The feeling of isolation is not just the actual care giving, being at home taking care of someone who is mostly home bound. Often it’s dealing with experiences you used to have with your partner and feeling a bit lost without said partner. You miss that familiarity.
I have been to movies by myself and I don’t particularly like it. Beyond the fact that it feels really weird to sit all by myself in a huge theater I miss sharing the experience, I miss talking about what I have just seen with someone. Talking about the film makes the entire experience better.
In spite of the fact that Marty was a fidgety movie watcher and she had to get up at least once during the movie I really loved going to see them with her. She almost always had an interesting perspective on what we had just seen. I’m not saying her perspective always made sense to me, but believe me, she always had thoughts.
I made one trip to Las Vegas alone. That was okay but I’m not sure I’m comfortable being in my own head that much. I like having company, I like having that presence of another warm beating heart. Besides, when I was there alone, I had too much time to process and everything I saw reminded me of being out there with Marty and it really hammered home both the loneliness and loss. I don’t want to do that again.
It’s the church and church stuff that is the real bugaboo. I miss our church, I miss being at our church with Marty. I didn’t understand how much of my faith and spirituality was and is wrapped up with my relationship with Marty.
Marty and I matured together in many ways. We helped each other in our faith journey. We talked politics, we talked kids, we talked psychology, and we talked religion, a lot. We helped each other explore our spirituality, we helped each other with our own beliefs and we allowed each other to doubt and offered a safe zone to experience that doubt. We walked a faith journey together.
It was a revelation to me to figure out how important Marty was to my faith and to my participation in our church. I always thought I was the one that drove our participation; I always thought I was the one that pushed the church thing. It turns out we were taking turns driving the participation, she was right there beside me on that journey and going to church without Marty is a real test for me.

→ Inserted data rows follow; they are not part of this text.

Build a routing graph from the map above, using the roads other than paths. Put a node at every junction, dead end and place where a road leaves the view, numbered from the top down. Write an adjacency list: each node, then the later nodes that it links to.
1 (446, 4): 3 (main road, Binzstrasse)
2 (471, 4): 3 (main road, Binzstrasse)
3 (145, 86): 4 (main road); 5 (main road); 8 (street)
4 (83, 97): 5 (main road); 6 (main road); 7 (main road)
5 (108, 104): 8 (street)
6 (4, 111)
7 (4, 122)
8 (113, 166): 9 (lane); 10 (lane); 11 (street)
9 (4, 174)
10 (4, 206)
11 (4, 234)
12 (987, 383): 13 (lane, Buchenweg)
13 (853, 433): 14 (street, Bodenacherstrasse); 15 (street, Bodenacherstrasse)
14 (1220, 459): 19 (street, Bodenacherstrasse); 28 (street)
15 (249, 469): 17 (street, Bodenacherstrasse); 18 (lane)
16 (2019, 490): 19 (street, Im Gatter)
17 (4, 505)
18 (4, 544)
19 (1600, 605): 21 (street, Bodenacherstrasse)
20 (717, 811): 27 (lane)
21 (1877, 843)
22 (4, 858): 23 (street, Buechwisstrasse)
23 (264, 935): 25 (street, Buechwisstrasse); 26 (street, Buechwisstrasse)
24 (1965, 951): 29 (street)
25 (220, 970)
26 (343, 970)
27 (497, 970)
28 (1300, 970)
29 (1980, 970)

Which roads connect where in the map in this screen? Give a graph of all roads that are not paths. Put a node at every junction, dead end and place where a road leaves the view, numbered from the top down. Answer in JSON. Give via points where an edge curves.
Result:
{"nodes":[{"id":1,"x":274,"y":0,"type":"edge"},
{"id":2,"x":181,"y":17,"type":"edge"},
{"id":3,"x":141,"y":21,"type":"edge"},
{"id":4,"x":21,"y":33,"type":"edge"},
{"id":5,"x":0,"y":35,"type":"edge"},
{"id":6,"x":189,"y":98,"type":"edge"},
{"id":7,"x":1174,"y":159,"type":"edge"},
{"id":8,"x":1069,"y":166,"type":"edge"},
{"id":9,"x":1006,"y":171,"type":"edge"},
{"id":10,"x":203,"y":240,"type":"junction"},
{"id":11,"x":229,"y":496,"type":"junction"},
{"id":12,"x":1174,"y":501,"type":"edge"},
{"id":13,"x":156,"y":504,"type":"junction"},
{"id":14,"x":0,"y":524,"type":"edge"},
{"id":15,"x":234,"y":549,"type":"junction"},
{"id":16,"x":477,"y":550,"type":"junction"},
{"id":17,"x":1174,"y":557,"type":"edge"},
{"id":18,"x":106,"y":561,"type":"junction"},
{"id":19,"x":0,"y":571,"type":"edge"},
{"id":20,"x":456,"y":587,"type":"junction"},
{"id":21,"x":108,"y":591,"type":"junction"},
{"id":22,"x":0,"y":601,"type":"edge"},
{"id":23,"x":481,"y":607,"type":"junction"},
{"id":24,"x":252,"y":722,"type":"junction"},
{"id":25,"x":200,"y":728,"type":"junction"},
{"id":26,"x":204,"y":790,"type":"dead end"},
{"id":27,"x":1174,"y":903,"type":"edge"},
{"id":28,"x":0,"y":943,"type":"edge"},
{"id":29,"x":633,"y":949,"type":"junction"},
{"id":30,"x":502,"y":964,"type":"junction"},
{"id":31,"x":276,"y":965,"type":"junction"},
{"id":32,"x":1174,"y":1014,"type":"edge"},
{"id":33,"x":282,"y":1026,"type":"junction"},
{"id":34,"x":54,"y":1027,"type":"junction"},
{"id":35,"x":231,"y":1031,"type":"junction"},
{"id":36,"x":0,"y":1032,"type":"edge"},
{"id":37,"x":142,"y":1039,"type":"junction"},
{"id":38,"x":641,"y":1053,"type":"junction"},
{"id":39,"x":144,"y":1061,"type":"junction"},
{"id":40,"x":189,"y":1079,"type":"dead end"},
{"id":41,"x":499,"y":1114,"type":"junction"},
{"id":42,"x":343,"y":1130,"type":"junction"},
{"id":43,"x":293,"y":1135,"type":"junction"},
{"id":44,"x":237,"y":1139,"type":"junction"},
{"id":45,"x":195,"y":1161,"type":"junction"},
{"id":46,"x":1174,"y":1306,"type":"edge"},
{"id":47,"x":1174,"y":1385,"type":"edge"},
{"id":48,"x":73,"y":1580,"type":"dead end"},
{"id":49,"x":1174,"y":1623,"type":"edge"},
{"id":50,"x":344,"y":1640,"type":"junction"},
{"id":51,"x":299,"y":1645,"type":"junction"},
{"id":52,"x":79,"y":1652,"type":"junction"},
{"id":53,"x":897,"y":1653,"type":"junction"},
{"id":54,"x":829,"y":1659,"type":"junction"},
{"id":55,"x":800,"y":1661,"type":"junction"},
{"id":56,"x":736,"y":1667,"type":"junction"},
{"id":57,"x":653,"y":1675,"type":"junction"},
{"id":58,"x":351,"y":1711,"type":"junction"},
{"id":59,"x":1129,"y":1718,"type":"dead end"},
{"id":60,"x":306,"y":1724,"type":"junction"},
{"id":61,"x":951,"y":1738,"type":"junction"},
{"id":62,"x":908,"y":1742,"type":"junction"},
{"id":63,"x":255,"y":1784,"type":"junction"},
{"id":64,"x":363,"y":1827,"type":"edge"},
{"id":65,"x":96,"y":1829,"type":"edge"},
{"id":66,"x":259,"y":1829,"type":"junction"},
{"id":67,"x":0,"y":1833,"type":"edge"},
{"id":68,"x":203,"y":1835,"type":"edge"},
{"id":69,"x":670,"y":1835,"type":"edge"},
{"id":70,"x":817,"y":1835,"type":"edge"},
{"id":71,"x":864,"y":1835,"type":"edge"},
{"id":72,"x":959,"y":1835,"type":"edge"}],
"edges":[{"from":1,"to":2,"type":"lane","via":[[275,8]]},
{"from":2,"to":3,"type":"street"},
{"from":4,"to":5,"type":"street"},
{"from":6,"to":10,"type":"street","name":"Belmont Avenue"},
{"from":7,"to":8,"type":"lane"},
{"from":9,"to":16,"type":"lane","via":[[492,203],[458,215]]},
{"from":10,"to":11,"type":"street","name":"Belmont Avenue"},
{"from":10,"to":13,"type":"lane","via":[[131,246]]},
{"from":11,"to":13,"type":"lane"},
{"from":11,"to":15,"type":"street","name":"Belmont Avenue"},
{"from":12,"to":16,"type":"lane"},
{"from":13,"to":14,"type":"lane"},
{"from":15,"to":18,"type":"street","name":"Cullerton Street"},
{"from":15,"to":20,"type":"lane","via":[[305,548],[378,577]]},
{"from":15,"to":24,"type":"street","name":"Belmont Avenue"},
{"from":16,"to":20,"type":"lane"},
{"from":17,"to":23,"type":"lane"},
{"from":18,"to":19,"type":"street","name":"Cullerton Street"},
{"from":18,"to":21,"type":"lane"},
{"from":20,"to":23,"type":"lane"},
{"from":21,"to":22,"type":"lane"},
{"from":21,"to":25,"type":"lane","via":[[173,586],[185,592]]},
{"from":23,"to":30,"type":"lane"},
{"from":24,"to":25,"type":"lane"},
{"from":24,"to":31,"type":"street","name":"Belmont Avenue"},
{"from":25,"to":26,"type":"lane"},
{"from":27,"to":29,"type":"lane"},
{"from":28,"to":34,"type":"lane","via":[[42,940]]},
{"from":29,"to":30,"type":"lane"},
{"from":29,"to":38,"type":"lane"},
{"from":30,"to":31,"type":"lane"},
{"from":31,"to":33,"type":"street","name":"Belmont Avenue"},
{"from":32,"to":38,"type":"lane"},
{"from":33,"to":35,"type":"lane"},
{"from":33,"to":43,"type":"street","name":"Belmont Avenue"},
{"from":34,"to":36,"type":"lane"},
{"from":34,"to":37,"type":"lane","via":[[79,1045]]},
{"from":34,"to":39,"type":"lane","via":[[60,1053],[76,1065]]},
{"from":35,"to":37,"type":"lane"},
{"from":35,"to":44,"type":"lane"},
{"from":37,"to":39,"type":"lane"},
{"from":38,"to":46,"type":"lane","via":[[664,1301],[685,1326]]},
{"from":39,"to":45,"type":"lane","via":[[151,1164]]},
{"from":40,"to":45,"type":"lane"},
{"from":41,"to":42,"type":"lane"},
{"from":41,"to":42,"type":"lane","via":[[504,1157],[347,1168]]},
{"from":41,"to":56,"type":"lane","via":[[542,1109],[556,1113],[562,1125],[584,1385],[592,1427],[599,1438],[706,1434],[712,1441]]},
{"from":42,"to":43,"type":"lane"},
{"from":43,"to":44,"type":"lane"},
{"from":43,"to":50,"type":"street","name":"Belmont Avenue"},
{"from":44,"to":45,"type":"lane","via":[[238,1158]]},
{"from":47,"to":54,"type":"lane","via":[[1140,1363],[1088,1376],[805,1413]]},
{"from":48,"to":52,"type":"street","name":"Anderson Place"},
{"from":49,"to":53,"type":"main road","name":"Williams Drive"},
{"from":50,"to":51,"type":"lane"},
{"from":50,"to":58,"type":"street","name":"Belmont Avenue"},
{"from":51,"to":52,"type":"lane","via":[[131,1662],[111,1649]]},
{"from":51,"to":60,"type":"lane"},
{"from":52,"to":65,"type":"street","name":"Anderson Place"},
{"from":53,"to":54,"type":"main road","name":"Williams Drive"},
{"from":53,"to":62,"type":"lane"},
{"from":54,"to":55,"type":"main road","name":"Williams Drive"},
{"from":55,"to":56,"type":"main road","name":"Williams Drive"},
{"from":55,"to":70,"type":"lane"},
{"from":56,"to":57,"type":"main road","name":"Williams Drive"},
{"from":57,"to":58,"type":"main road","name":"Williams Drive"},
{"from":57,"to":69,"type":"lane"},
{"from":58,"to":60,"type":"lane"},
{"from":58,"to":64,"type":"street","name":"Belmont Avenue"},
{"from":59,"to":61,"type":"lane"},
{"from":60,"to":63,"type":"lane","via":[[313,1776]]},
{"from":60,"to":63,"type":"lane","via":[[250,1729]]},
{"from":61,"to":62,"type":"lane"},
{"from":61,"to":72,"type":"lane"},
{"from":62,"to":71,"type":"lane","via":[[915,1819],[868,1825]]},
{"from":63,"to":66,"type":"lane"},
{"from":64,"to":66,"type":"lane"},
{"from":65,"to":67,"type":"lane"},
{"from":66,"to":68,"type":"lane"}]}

I don’t walk into First Presbyterian Church in Waco without thinking of Marty. I don’t go to any church service without thinking of Marty. I have very few discussions with anyone about church or faith when I don’t either reference Marty or think back to how she has helped shape how I think on these matters. Being in our church without Marty is ….. well, can you be lonely in a crowded room?
Don’t misunderstand, I love my church, I love the people in my church. I am comfortable with where I am in my faith journey and it has taken Marty and many others to get me to this point. It has not always been easy and I have minute to minute struggles with doubt, but ultimately, I am secure with what I believe because Marty has walked beside me so much of the way.
There are places, sights, sounds and smells that you so strongly associate with others that it seems strange to experience those places, sights, sounds and smells without them. Those people have been so much a part of you it seems wrong to have those experiences without them.
It’s my journey, it’s my struggle, it’s only me that can deal with my crazy. It helps to name the craziness; it helps to say out loud that some of those experiences hurt without Marty. It makes no sense to avoid them all together, that’s not what Marty wants me to do.
It just takes a step.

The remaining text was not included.